**Saved entries:**
►

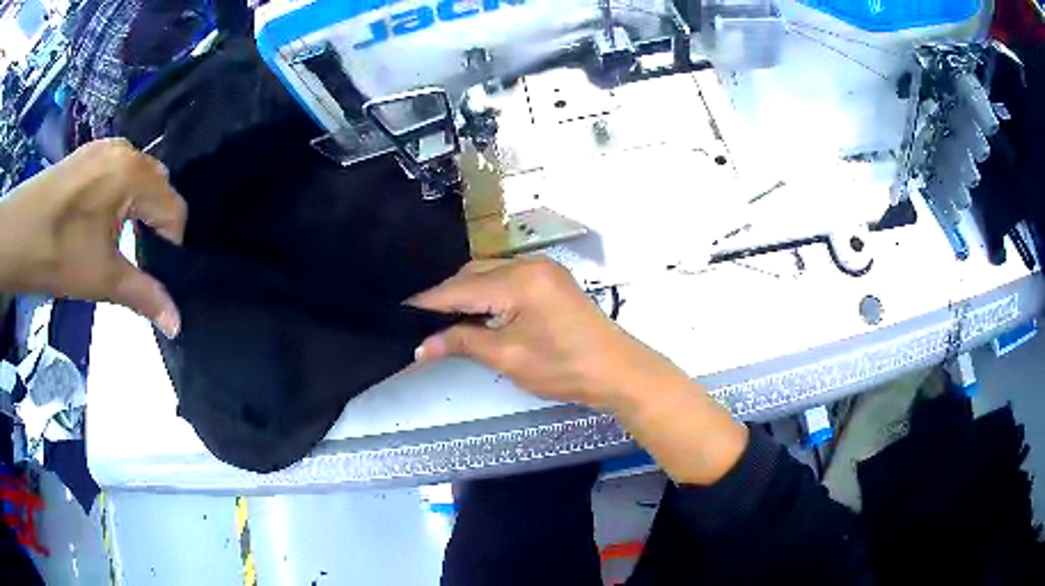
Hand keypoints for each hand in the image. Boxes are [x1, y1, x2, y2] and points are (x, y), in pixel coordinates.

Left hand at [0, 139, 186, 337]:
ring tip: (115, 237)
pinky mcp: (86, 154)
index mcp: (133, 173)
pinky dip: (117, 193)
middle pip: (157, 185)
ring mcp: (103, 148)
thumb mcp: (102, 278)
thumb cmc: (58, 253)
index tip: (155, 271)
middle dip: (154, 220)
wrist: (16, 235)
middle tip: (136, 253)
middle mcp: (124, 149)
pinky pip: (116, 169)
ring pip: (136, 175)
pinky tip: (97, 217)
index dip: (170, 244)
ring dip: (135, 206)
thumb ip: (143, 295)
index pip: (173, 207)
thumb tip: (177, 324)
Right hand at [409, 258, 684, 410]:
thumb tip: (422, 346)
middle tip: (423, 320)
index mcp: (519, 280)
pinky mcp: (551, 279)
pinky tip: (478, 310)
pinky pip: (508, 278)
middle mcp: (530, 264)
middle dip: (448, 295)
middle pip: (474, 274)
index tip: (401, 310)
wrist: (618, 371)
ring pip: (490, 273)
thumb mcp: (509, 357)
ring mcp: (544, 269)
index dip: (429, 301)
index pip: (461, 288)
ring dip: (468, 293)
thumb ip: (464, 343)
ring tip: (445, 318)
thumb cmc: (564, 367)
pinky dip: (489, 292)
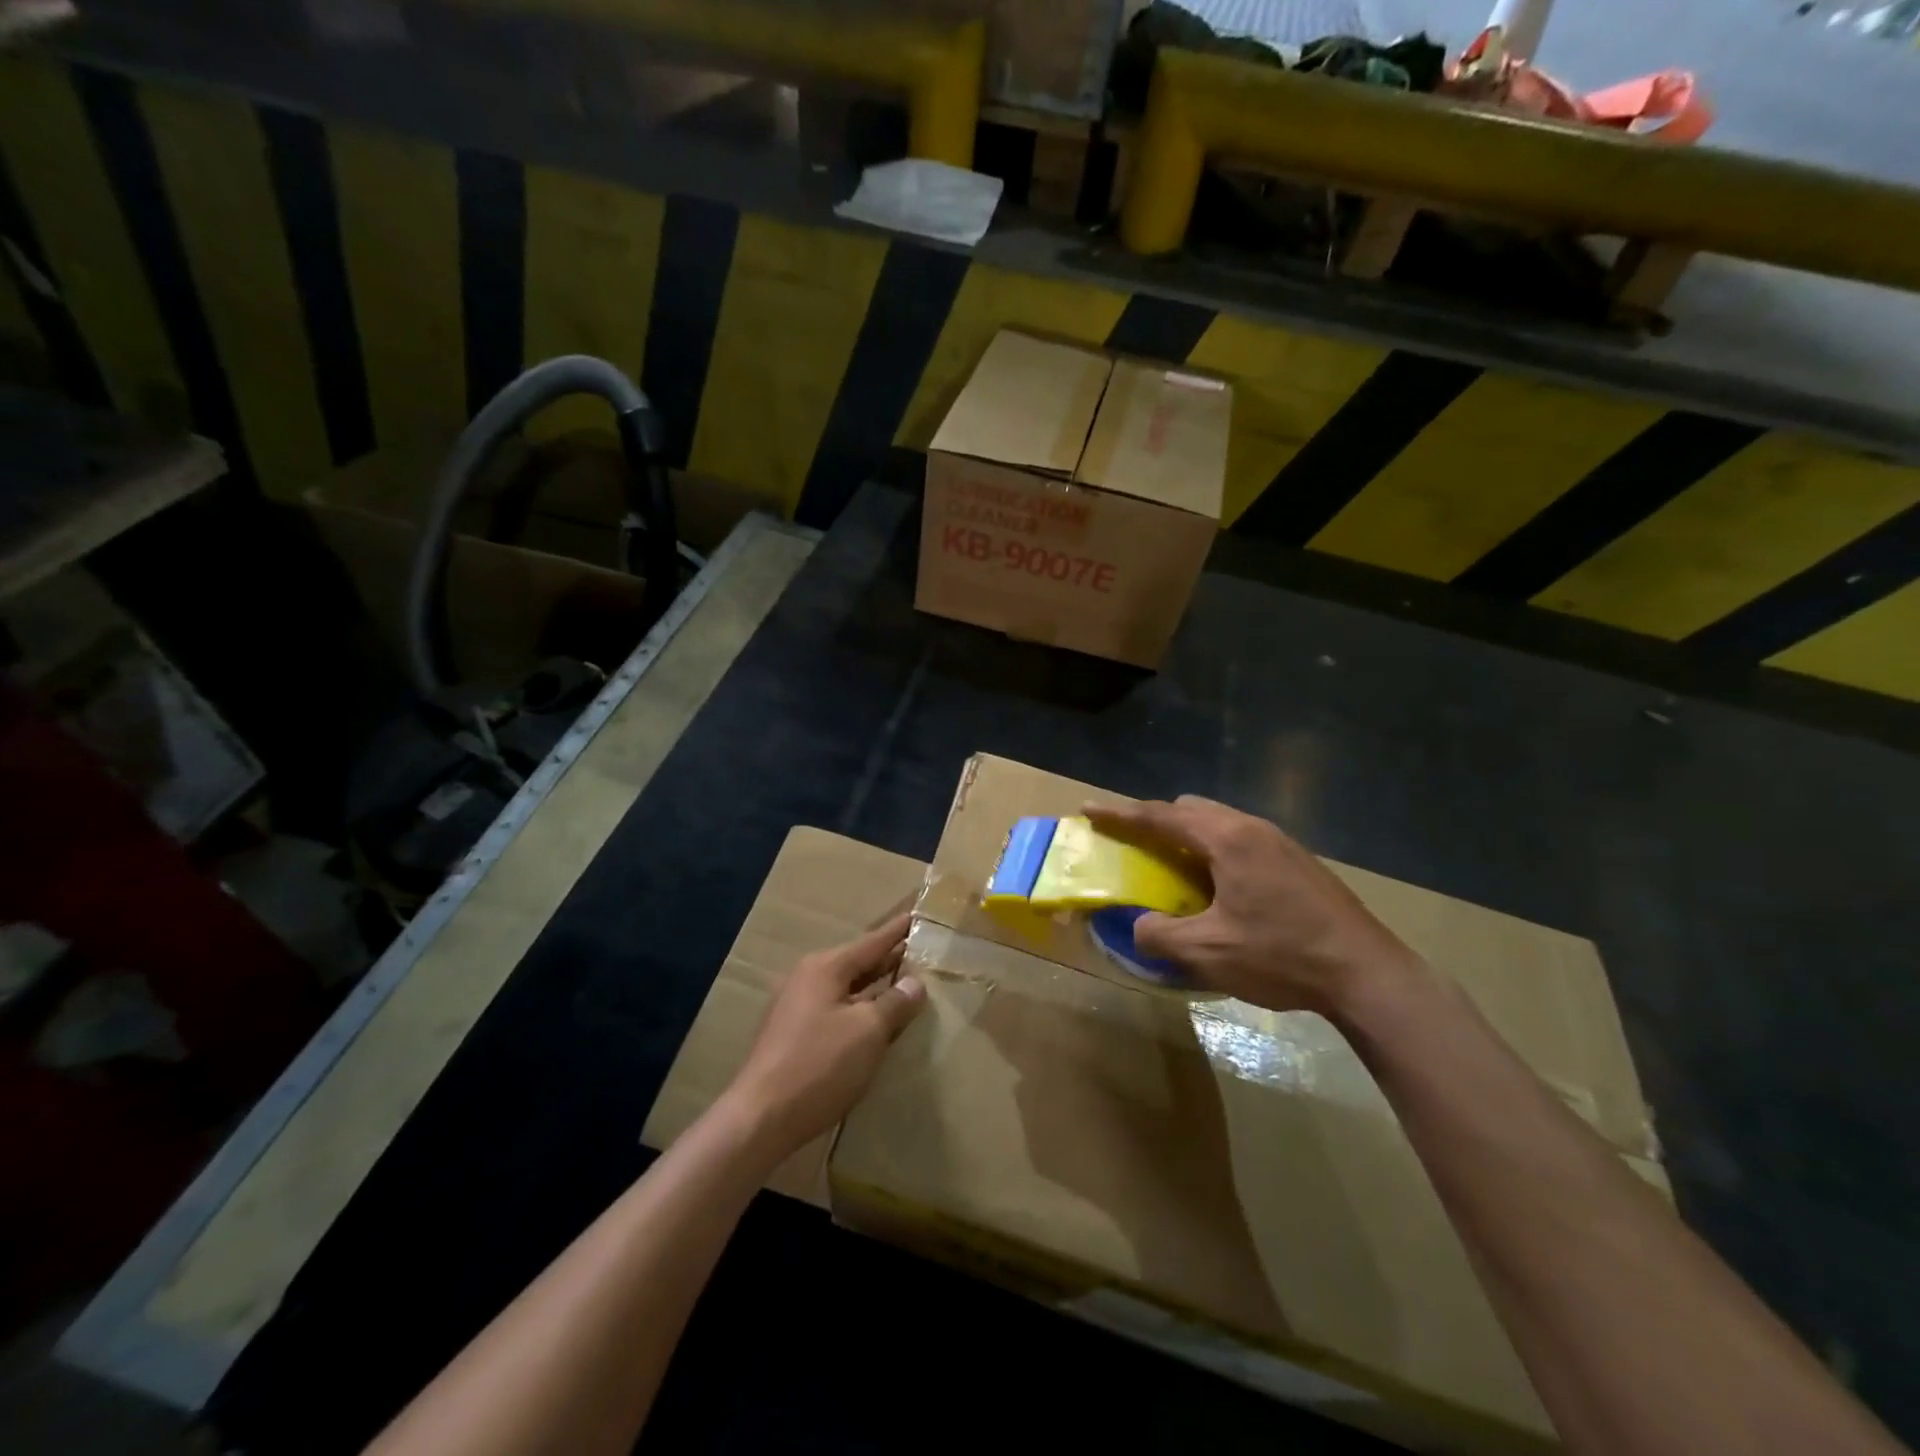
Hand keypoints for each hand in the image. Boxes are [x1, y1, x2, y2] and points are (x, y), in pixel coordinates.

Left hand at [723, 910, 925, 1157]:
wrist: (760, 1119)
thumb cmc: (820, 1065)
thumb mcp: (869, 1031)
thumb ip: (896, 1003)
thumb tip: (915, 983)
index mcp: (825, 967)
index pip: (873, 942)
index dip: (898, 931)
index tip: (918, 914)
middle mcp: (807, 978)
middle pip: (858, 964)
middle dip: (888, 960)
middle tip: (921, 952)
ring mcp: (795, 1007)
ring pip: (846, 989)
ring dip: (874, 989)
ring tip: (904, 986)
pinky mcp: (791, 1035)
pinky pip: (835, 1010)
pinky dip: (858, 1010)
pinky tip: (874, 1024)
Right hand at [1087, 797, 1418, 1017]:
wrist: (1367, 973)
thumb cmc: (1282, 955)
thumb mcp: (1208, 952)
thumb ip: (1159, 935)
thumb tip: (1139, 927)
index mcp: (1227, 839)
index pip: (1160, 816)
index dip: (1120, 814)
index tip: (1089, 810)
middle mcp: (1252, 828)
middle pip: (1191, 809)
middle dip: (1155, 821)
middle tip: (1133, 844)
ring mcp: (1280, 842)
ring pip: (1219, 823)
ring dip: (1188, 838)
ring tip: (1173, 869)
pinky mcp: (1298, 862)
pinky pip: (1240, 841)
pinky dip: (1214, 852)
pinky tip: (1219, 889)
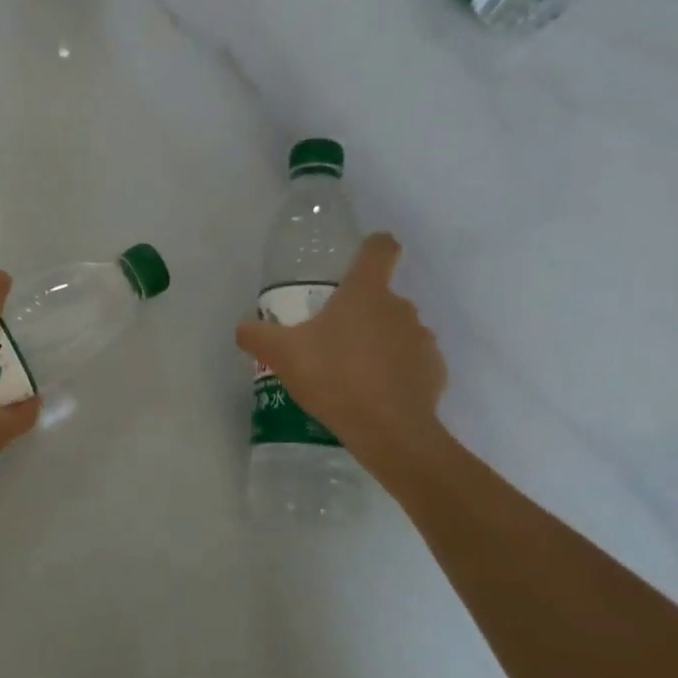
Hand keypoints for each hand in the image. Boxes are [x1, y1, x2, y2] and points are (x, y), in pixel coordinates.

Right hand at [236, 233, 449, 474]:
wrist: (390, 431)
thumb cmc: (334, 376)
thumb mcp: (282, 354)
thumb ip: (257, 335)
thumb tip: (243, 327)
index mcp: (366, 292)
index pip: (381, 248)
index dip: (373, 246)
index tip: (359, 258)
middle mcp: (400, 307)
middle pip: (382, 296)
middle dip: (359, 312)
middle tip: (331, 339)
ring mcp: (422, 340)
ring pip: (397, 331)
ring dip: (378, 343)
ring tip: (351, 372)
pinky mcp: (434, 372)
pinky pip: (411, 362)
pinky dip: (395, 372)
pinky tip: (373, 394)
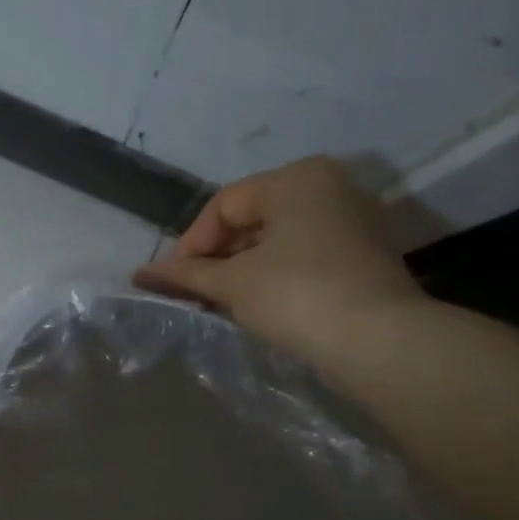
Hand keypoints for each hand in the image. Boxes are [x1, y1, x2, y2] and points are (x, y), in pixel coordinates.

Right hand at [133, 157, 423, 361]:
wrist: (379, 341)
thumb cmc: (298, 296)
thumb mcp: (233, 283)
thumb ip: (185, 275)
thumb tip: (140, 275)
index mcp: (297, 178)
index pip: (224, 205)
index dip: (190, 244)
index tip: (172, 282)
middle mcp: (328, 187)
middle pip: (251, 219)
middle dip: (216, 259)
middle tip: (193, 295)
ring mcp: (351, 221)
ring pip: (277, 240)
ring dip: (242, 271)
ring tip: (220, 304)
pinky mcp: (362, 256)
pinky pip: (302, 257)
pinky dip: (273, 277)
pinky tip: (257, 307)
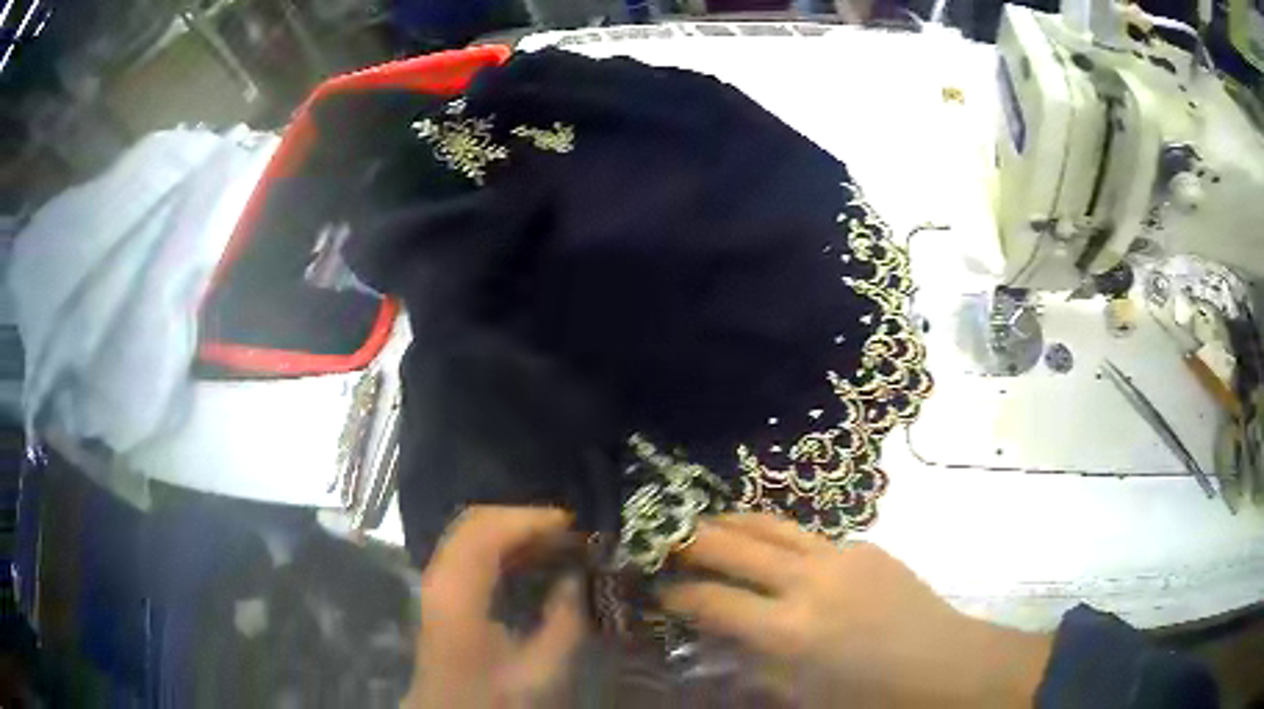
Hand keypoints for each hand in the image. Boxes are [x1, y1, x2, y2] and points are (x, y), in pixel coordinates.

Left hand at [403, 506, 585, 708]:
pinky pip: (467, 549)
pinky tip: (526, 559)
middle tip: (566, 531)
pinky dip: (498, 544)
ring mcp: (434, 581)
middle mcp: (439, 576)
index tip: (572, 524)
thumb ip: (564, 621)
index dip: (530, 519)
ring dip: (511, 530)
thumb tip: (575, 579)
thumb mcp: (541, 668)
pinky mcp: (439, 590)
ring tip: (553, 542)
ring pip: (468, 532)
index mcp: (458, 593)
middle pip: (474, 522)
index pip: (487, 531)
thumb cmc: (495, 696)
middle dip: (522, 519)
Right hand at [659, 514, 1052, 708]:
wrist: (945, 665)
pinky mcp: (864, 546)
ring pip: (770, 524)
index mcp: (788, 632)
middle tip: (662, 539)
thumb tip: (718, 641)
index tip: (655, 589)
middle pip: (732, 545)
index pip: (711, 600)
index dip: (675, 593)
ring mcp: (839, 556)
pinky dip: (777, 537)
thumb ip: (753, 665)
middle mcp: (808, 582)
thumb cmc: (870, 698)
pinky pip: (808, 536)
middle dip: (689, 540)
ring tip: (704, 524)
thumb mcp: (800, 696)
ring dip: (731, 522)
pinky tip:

◄

**Try it:** Produce the lines from the first line of the entries through the line that contains "ring pip: (490, 273)", exactly, leaving the pictures behind.

**Written solution:**
Hand keypoints for each hand in the image. Boxes are [x1, y1, x2, y2] and points are (x, y), in pixel coordinates.

Left hand at [0, 139, 186, 337]:
ring tip: (115, 237)
pinky mcp: (86, 154)
index mcp: (133, 173)
pinky dip: (117, 193)
middle pip: (157, 185)
ring mcp: (103, 148)
thumb mcp: (102, 278)
thumb cmc: (58, 253)
index tip: (155, 271)
middle dip: (154, 220)
wrist: (16, 235)
middle tip: (136, 253)
middle mcp: (124, 149)
pinky pip: (116, 169)
ring pip: (136, 175)
pinky tip: (97, 217)
index dip: (170, 244)
ring dip: (135, 206)
thumb ip: (143, 295)
index pip: (173, 207)
thumb tip: (177, 324)
Right hand at [409, 258, 684, 410]:
thumb tip: (422, 346)
middle tip: (423, 320)
index mcp: (519, 280)
pinky mcp: (551, 279)
pinky tip: (478, 310)
pinky pip: (508, 278)
middle mcp: (530, 264)
middle dip: (448, 295)
middle pip: (474, 274)
index tip: (401, 310)
wrist: (618, 371)
ring pip: (490, 273)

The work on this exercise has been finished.